Due to CBK's low frequency, transmitter power, and Saskatchewan's flat land (with excellent ground conductivity), its daytime signal reaches most of the southern two-thirds of Saskatchewan, including Regina, Saskatoon, Yorkton, Swift Current, Lloydminster, Moose Jaw and Prince Albert. It also provides grade B coverage as far west as Calgary and as far east as Winnipeg, and reaches across the border into North Dakota and Montana. At night, it can be heard across much of the western half of North America with a good radio, but is strongest in Western Canada and the North-Central and Northwestern United States.

==History==
CBK officially opened during an evening ceremony in Watrous on July 29, 1939. The K in the station's call sign honours Henry Kelsey, an English fur trader, explorer, and sailor who was the first recorded European to have visited what is now Saskatchewan.

CBC engineers deliberately chose to place the station's transmission facilities near Watrous in order to provide the best possible broadcast signal to the densely populated portion of Saskatchewan, including the cities of Regina and Saskatoon. Watrous is located about 150 km northwest of Regina and about 100 km southeast of Saskatoon in an area where potash-rich soil provides especially good ground conductivity, an important component in determining the strength and reach of an AM radio station's daytime ground wave signal. Additionally, Watrous, in particular, was an advantageous location due to being on the main line of the Canadian National Railway, whose telecommunications infrastructure was used to deliver content to CBC radio stations before the creation of the Trans Canada Microwave system.

Because of the factors making the CBK signal particularly strong, the station was originally intended as the CBC's clear-channel station for the Prairies, broadcasting the full CBC radio schedule together with privately owned affiliates in the region broadcasting portions of the schedule (clear-channel CKY in Winnipeg—now CBW—was one such affiliate at the time). The strong daytime signal also spills into the United States and was initially the only radio station receivable during the daytime in parts of North Dakota and Montana.

For most of World War II, CBK aired programming in both English and French. The French programming was prepared at CBK by a two-person crew and included newscasts, musical programs, and transcriptions of CBC programming produced in Montreal.

At the start, CBK had no physical presence in Saskatchewan beyond Watrous.
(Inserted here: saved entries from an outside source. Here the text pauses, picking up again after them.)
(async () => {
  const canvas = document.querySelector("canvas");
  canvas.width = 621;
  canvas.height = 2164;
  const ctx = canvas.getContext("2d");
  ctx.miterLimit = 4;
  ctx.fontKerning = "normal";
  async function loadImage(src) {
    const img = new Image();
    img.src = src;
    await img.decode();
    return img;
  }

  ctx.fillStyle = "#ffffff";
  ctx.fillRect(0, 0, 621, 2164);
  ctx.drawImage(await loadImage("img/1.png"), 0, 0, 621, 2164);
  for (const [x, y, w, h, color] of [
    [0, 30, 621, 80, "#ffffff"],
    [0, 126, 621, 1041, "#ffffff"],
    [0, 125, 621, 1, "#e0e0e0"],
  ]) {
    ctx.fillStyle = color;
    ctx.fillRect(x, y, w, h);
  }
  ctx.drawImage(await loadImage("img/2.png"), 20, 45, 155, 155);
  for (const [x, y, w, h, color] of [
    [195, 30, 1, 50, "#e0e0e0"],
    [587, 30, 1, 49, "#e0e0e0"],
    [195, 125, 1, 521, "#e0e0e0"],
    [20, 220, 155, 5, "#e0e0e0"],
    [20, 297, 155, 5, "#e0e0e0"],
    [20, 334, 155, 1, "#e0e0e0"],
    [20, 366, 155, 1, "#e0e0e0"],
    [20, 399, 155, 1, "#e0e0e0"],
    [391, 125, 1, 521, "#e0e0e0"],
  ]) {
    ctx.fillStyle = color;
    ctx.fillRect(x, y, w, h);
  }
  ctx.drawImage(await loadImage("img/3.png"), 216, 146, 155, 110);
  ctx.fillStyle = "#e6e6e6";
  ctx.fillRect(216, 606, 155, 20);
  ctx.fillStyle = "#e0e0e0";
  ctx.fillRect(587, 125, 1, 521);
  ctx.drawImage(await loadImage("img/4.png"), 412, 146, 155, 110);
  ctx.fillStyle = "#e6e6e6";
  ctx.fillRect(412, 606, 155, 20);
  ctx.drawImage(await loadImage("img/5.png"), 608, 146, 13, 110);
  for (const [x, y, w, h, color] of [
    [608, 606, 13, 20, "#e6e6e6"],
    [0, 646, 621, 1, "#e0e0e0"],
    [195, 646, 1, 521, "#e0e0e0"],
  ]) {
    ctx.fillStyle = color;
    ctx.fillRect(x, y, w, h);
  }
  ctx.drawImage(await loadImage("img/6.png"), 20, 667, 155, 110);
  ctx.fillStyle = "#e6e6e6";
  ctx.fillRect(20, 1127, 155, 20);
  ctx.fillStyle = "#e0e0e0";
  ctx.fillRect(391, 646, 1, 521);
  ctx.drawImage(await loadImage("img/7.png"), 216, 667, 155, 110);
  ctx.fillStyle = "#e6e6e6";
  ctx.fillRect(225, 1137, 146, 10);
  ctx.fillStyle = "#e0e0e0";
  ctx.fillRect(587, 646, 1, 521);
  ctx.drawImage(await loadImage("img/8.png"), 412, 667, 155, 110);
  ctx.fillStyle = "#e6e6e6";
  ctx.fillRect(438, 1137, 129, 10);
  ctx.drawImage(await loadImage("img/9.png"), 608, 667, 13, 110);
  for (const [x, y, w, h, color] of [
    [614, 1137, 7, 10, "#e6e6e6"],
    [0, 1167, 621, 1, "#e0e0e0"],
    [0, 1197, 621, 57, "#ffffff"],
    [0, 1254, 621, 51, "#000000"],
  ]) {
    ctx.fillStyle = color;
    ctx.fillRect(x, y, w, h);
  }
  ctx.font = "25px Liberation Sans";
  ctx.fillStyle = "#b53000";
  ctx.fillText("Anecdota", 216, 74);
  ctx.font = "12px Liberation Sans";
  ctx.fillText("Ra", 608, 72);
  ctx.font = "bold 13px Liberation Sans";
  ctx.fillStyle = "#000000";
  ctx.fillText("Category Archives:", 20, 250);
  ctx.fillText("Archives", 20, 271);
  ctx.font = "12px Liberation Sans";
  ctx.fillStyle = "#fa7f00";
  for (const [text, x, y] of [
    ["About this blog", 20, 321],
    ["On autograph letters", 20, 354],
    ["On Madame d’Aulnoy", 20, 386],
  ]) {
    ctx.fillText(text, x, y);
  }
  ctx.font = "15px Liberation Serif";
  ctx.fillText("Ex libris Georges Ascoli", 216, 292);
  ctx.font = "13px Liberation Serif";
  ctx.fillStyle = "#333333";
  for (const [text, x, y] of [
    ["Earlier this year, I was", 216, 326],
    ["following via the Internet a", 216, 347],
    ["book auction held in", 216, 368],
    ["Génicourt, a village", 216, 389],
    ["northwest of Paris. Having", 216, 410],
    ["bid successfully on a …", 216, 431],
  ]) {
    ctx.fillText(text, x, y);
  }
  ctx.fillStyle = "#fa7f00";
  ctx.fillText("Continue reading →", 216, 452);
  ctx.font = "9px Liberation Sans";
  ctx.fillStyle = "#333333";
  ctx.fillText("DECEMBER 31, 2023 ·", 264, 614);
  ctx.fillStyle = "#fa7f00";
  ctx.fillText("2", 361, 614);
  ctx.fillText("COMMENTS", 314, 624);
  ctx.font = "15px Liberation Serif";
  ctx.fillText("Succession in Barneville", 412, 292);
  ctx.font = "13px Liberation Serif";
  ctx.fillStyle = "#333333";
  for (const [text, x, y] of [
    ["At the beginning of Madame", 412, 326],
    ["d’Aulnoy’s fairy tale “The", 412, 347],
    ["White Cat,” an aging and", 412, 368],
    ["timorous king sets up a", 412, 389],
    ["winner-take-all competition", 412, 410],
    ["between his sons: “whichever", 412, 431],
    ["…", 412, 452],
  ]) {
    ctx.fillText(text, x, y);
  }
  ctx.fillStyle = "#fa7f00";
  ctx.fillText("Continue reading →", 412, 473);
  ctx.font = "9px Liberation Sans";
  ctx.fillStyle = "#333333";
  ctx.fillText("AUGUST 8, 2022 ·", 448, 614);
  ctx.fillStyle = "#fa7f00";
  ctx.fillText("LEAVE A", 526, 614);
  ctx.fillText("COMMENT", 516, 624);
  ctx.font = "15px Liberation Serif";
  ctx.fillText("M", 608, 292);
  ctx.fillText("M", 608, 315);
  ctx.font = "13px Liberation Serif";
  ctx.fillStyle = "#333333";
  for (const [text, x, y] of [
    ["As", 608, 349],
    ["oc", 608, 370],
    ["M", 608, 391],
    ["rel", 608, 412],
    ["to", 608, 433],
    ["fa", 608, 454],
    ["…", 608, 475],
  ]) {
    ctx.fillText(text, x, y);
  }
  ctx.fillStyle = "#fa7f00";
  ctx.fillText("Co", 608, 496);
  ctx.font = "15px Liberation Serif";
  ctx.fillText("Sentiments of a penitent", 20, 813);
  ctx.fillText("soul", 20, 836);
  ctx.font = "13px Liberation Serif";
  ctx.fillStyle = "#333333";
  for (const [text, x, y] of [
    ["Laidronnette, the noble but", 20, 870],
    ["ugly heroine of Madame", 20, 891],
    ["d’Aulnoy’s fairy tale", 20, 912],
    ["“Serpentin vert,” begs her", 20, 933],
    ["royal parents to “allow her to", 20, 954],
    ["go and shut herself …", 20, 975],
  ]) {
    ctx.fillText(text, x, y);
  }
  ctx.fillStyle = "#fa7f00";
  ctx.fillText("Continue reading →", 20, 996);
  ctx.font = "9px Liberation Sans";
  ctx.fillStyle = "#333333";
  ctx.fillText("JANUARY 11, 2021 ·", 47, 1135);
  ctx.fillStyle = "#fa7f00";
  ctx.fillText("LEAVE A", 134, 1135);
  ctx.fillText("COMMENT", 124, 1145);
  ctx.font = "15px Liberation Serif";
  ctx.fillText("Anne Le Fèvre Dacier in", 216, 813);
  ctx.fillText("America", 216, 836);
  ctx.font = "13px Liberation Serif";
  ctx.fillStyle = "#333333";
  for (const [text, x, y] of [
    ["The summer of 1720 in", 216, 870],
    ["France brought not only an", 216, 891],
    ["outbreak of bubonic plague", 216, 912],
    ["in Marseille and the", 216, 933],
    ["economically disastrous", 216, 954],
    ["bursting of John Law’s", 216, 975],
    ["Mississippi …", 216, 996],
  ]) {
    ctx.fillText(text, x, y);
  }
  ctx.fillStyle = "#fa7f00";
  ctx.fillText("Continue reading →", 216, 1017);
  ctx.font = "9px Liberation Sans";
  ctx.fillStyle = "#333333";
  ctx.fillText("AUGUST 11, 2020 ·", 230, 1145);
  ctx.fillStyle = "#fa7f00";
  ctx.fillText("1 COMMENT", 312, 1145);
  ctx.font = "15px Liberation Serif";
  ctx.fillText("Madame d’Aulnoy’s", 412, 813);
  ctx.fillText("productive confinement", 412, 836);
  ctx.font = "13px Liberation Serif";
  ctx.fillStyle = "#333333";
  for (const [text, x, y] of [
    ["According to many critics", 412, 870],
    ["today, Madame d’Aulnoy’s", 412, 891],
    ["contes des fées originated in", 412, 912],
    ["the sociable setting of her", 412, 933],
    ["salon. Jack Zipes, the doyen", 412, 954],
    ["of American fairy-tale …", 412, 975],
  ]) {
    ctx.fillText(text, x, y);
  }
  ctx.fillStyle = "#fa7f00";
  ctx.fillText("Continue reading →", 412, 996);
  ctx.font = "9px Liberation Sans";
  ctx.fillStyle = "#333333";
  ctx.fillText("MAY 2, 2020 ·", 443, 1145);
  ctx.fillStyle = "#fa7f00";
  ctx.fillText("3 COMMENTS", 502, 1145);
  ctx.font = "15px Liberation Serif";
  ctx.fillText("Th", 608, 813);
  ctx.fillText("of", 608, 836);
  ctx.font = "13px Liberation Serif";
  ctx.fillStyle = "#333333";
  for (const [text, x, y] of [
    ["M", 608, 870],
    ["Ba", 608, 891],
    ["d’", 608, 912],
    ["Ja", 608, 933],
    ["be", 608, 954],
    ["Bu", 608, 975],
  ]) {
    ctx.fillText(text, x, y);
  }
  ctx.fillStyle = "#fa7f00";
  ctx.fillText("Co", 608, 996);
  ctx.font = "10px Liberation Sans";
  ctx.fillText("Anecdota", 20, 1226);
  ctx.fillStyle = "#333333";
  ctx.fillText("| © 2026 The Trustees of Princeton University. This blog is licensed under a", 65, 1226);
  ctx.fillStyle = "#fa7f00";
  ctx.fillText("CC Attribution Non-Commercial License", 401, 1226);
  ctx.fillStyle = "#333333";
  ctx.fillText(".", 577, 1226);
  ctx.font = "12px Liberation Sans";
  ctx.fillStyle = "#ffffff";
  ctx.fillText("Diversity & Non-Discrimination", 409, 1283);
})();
Although privately owned CBC affiliates in the province occasionally originated programming to be aired over the full CBC network including CBK, CBK was initially a pass-through for programming fed from Toronto. Starting in 1948, its programming was fed from Winnipeg. The station's first full production studio within Saskatchewan opened on October 1, 1954, in Regina. An additional studio facility opened in Saskatoon following the sign-on of television station CBKST. In 1980, CBK's regional weekday morning program began to be hosted simultaneously from both Regina and Saskatoon.

On June 4, 1976, CBK's tower was toppled by strong winds during a severe thunderstorm. CBK's staff went back on the air in the cities of Regina and Saskatoon by temporarily taking over CBC's low-powered FM transmitters normally used to air French language programming. Within a few days, the 540 kHz signal was restored using a temporary tower while a new permanent one was built. The replacement tower was completed in 1983 and, like the original, is a quarter-wave monopole antenna 141.7 m tall.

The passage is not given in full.